In 1984, a BS in journalism from the University of Oregon in my pocket, I crammed my life’s possessions in my 1965 Dodge Dart and headed for my parent’s new home near Seattle. The idea was to take a couple months, then hit the pavement in search of a job in advertising, preferably as a copywriter, but already my heart wasn’t in it. The closer I got to earning my degree, the more I felt that I’d made a mistake. I didn’t want to spend my life persuading people to buy things, but that’s what I was “qualified” to do, so that was the plan.
As luck would have it, my parents’ real estate agent clued me into an unpaid internship at a small public relations firm in downtown Seattle before I was even a month into this “last summer vacation of my life.” I was reluctant to pursue it at first, but was finally persuaded by the idea that I probably wouldn’t get it anyway. This must have given me just the edge I needed because business partner Sheila offered me the position on the spot and I was to start the following day.
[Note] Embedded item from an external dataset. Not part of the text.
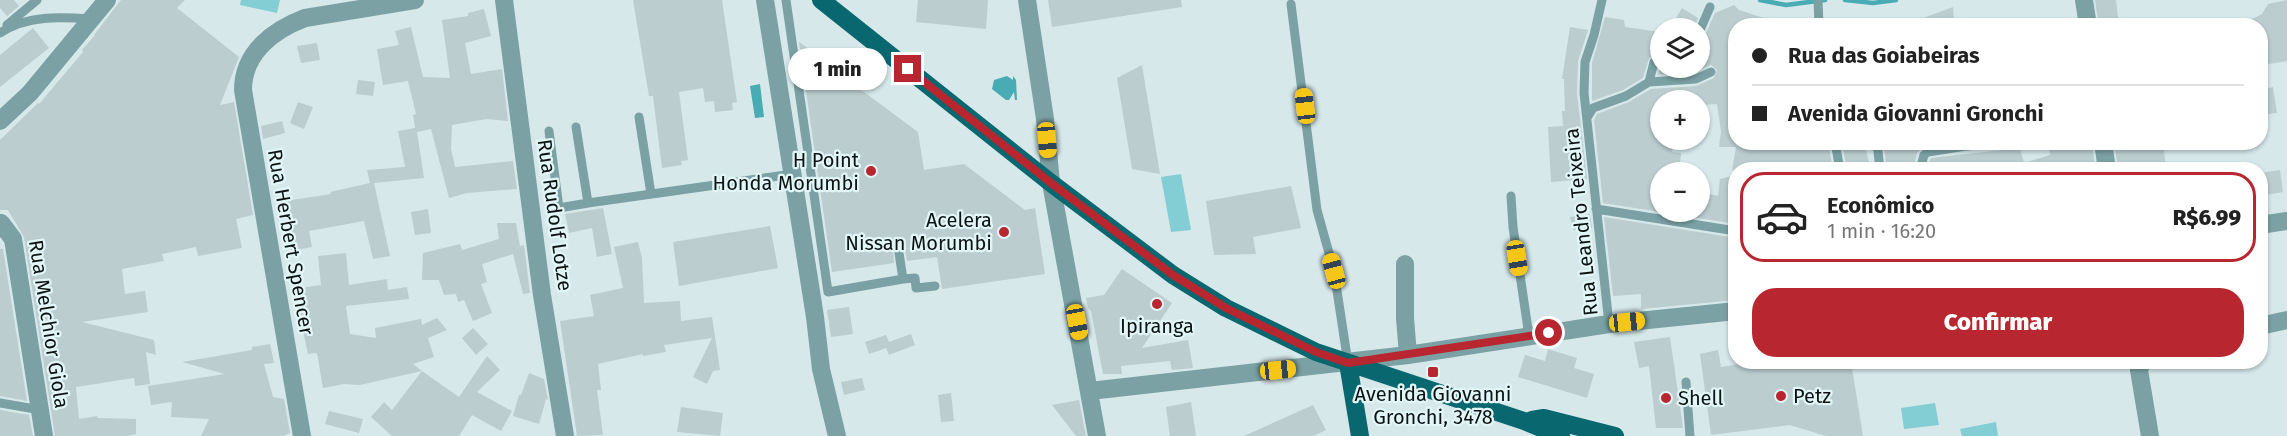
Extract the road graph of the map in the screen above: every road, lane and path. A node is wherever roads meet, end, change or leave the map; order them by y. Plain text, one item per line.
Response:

When I say Richardson-Hurshell Public Relations was a “small” firm, it is to say that my hiring grew the staff by 25 percent, me being the sole male in the office. Sheila seemed like a seasoned, no nonsense business type, while Caroline, the company’s only paid employee, was a dynamo with a British accent that came and went depending on circumstances. I didn’t meet the other business partner, Jennifer, until a couple days later when she came up behind me, put her hands on my shoulders and said to the office at large, “Someone needs to tell this guy that we don’t wear suits around here.”
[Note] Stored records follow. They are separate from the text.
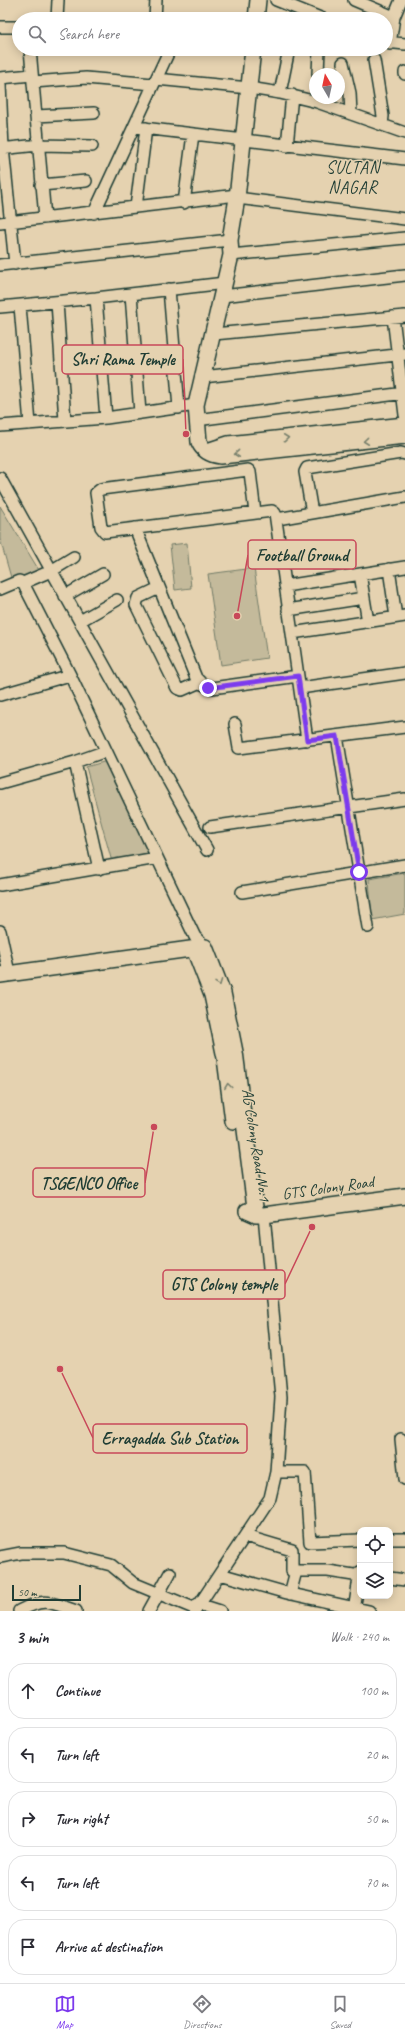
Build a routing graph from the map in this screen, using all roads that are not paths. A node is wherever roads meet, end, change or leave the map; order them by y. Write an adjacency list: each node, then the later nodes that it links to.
1 (58, 0): 7 (street)
2 (156, 0): 8 (street)
3 (258, 0): 9 (main road)
4 (276, 0): 10 (street)
5 (354, 0): 11 (street)
6 (401, 0): 12 (street)
7 (57, 12)
8 (155, 12)
9 (257, 12)
10 (305, 12)
11 (382, 12)
12 (394, 17): 13 (street)
13 (393, 21)
14 (0, 27): 15 (street)
15 (12, 27)
16 (393, 43): 17 (street)
17 (405, 44)
18 (30, 56): 27 (street)
19 (166, 56): 28 (street)
20 (252, 56): 30 (main road)
21 (288, 56): 31 (street)
22 (319, 56): 25 (street)
23 (374, 60): 38 (street)
24 (343, 62): 36 (street)
25 (318, 68)
26 (0, 78): 27 (street)
27 (32, 78): 28 (street); 37 (street)
28 (154, 81): 30 (street); 39 (street)
29 (0, 84): 46 (street)
30 (249, 88): 31 (street); 42 (main road)
31 (280, 93): 32 (street)
32 (292, 96): 33 (street); 45 (street)
33 (309, 99)
34 (327, 104): 36 (street)
35 (94, 113): 37 (street)
36 (351, 114): 38 (street)
37 (36, 116): 43 (street)
38 (382, 125): 40 (street)
39 (141, 128): 41 (street); 52 (street); 53 (street)
40 (405, 133)
41 (193, 134): 42 (street); 51 (street)
42 (242, 141): 45 (street); 50 (main road)
43 (38, 145): 44 (street); 46 (street); 49 (street)
44 (92, 146)
45 (287, 146): 47 (street)
46 (1, 149): 56 (street)
47 (405, 159)
48 (86, 181): 49 (street)
49 (41, 186): 54 (street)
50 (237, 197): 51 (street); 55 (street); 58 (main road)
51 (184, 203): 52 (street)
52 (136, 207): 53 (street)
53 (94, 213): 54 (street)
54 (45, 218): 56 (street)
55 (405, 219)
56 (6, 223): 60 (street)
57 (405, 238): 59 (street)
58 (230, 240): 59 (main road); 60 (street)
59 (231, 255): 64 (main road)
60 (15, 264): 61 (street)
61 (0, 265)
62 (405, 275): 64 (street)
63 (169, 289): 64 (street); 65 (street); 77 (street)
64 (224, 290): 72 (main road)
65 (131, 294): 66 (street); 78 (street)
66 (96, 298): 67 (street); 80 (street)
67 (57, 302): 68 (street); 82 (street)
68 (20, 306): 69 (street); 83 (street)
69 (0, 307)
70 (405, 316): 71 (street)
71 (393, 317): 72 (street); 73 (street)
72 (214, 334): 74 (main road)
73 (402, 354): 74 (street); 75 (street)
74 (203, 377): 76 (main road)
75 (403, 393): 79 (street); 81 (street)
76 (196, 405): 77 (street); 81 (main road)
77 (178, 408): 78 (street)
78 (140, 413): 80 (street)
79 (405, 415)
80 (106, 418): 82 (street)
81 (196, 420): 87 (main road)
82 (65, 421): 83 (street)
83 (30, 424): 85 (street)
84 (405, 425): 87 (main road, one-way to 84)
85 (0, 426)
86 (405, 436): 87 (main road, one-way to 87)
87 (206, 450)
88 (405, 454): 92 (street)
89 (0, 478): 98 (street)
90 (405, 497): 92 (street)
91 (254, 513): 93 (street); 94 (street); 94 (street)
92 (312, 513): 93 (street)
93 (277, 519): 102 (street)
94 (135, 528): 103 (street)
95 (74, 557): 98 (street)
96 (405, 567): 97 (street)
97 (389, 569): 100 (street); 109 (street)
98 (51, 571): 101 (street); 105 (street)
99 (103, 574): 105 (street)
100 (360, 574): 102 (street); 106 (street)
101 (23, 582): 104 (street); 114 (street)
102 (285, 586): 108 (street)
103 (159, 588): 116 (street); 116 (street)
104 (0, 589)
105 (65, 596): 110 (street)
106 (364, 598): 108 (street); 111 (street)
107 (117, 600): 110 (street)
108 (288, 610): 112 (street)
109 (400, 616): 111 (street)
110 (80, 621): 129 (street)
111 (368, 622): 112 (street)
112 (292, 633): 115 (street)
113 (405, 673): 117 (street)
114 (70, 675): 118 (street); 123 (street)
115 (298, 676): 116 (street); 117 (street)
116 (200, 682)
117 (300, 688): 122 (street)
118 (0, 695)
119 (235, 724): 122 (street)
120 (405, 727): 121 (street)
121 (337, 736): 122 (street); 127 (street)
122 (307, 740)
123 (106, 751): 124 (street); 130 (street)
124 (75, 762): 125 (street); 132 (street)
125 (0, 783)
126 (405, 799): 127 (street)
127 (348, 807): 128 (street); 133 (street)
128 (210, 827)
129 (207, 850)
130 (157, 858): 132 (street); 138 (street)
131 (405, 864): 133 (street)
132 (99, 869): 134 (street)
133 (359, 872): 135 (street); 136 (street)
134 (0, 885)
135 (242, 892)
136 (368, 928)
137 (0, 931): 139 (street)
138 (198, 944): 139 (main road); 141 (main road, AG Colony Road No.1)
139 (4, 974)
140 (405, 1196): 141 (main road, GTS Colony Road)
141 (260, 1215): 143 (street)
142 (401, 1439): 144 (street)
143 (276, 1472): 145 (street); 148 (street)
144 (405, 1479)
145 (245, 1536): 150 (street); 152 (street)
146 (393, 1539): 147 (street)
147 (405, 1539)
148 (357, 1540)
149 (0, 1557): 156 (street)
150 (296, 1571): 153 (street); 158 (street)
151 (170, 1573): 156 (street)
152 (220, 1574): 158 (street); 159 (street)
153 (357, 1576)
154 (393, 1578): 155 (street)
155 (405, 1580)
156 (160, 1593): 159 (street); 163 (street)
157 (357, 1593): 160 (street)
158 (290, 1594): 160 (street)
159 (197, 1608): 164 (street)
160 (354, 1610): 165 (street)
161 (20, 1611): 162 (street)
162 (76, 1611)
163 (149, 1611)
164 (220, 1611)
165 (369, 1611)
Jennifer immediately struck me as a dreamy, earth-mother type, with her wild red hair, and casual office attire. I liked her right away. I was to later learn about her widely-held reputation as a hard-driving, ball-busting, razor-smart entrepreneur. She was only dressing “down” during that period of her life because R-H’s largest client was a sportswear company. As wrong as I seem to have been about her, I now know that there is a dreamy, earth-mother inside her that only I was able to see.
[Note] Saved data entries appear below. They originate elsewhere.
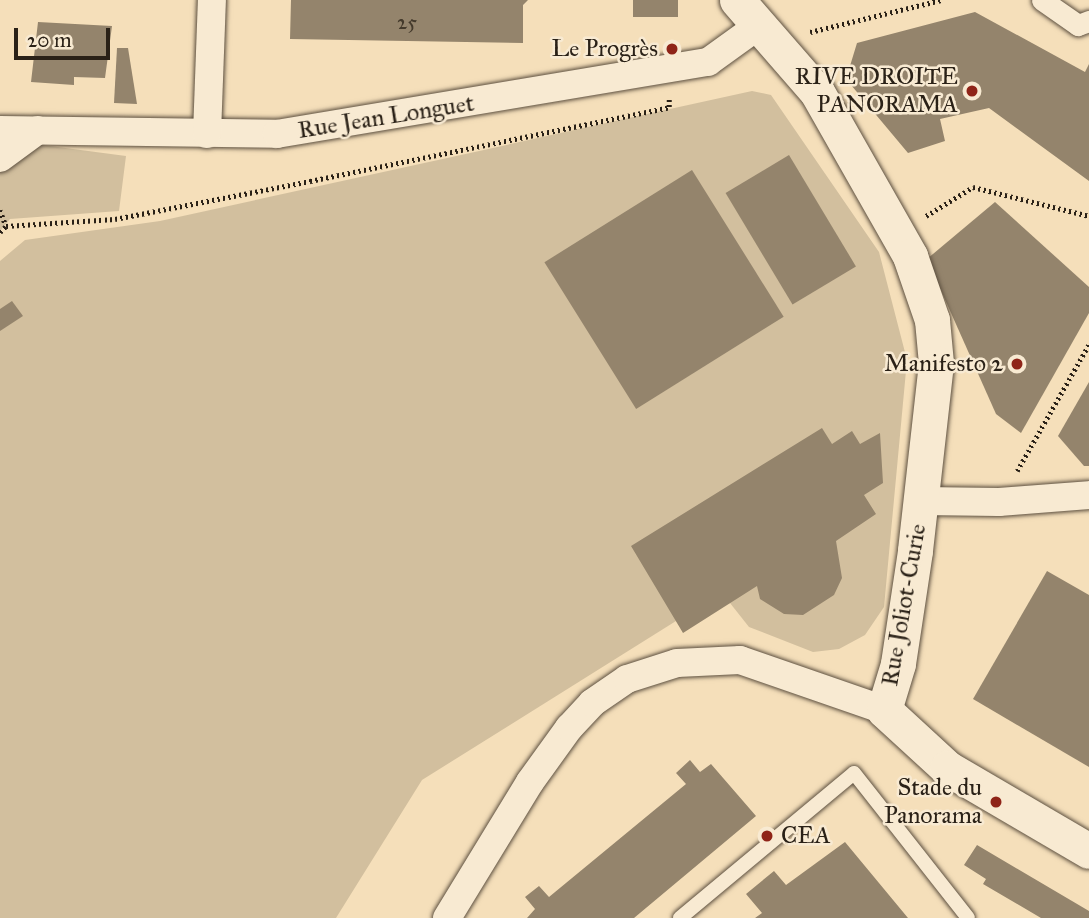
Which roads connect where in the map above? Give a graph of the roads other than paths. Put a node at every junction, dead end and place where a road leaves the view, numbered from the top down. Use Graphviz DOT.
graph roads {
  1 [pos="212,0"];
  2 [pos="1042,0"];
  3 [pos="1089,21"];
  4 [pos="755,22"];
  5 [pos="0,130"];
  6 [pos="38,130"];
  7 [pos="207,134"];
  8 [pos="0,158"];
  9 [pos="1089,495"];
  10 [pos="920,501"];
  11 [pos="884,710"];
  12 [pos="1089,851"];
  13 [pos="447,918"];
  14 [pos="680,918"];
  15 [pos="968,918"];
  1 -- 7 [label="street"];
  2 -- 3 [label="street"];
  4 -- 7 [label="street, Rue Jean Longuet"];
  4 -- 10 [label="street, Rue Joliot-Curie"];
  5 -- 6 [label="street, Rue Jean Longuet"];
  6 -- 7 [label="street, Rue Jean Longuet"];
  6 -- 8 [label="street"];
  9 -- 10 [label="street"];
  10 -- 11 [label="street, Rue Joliot-Curie"];
  11 -- 12 [label="street, Rue Joliot-Curie"];
  11 -- 13 [label="street"];
  14 -- 15 [label="lane"];
}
Today is our wedding anniversary.
Today, 23 years ago, we impulsively (well, as impulsively as Washington State’s 3-day wait period will allow) went to the King County Courthouse, having swept up a couple R-H employees to serve as witnesses, and said, “I will.” This lack of ceremony is a tradition that will continue today. I don’t think either of us have ever remembered our anniversary without my mom prompting us. In fact, Jennifer was out of town for 7 of our first 9 anniversary dates, which were celebrated with little, “Woo hoos!” over the phone before moving on to more pressing business.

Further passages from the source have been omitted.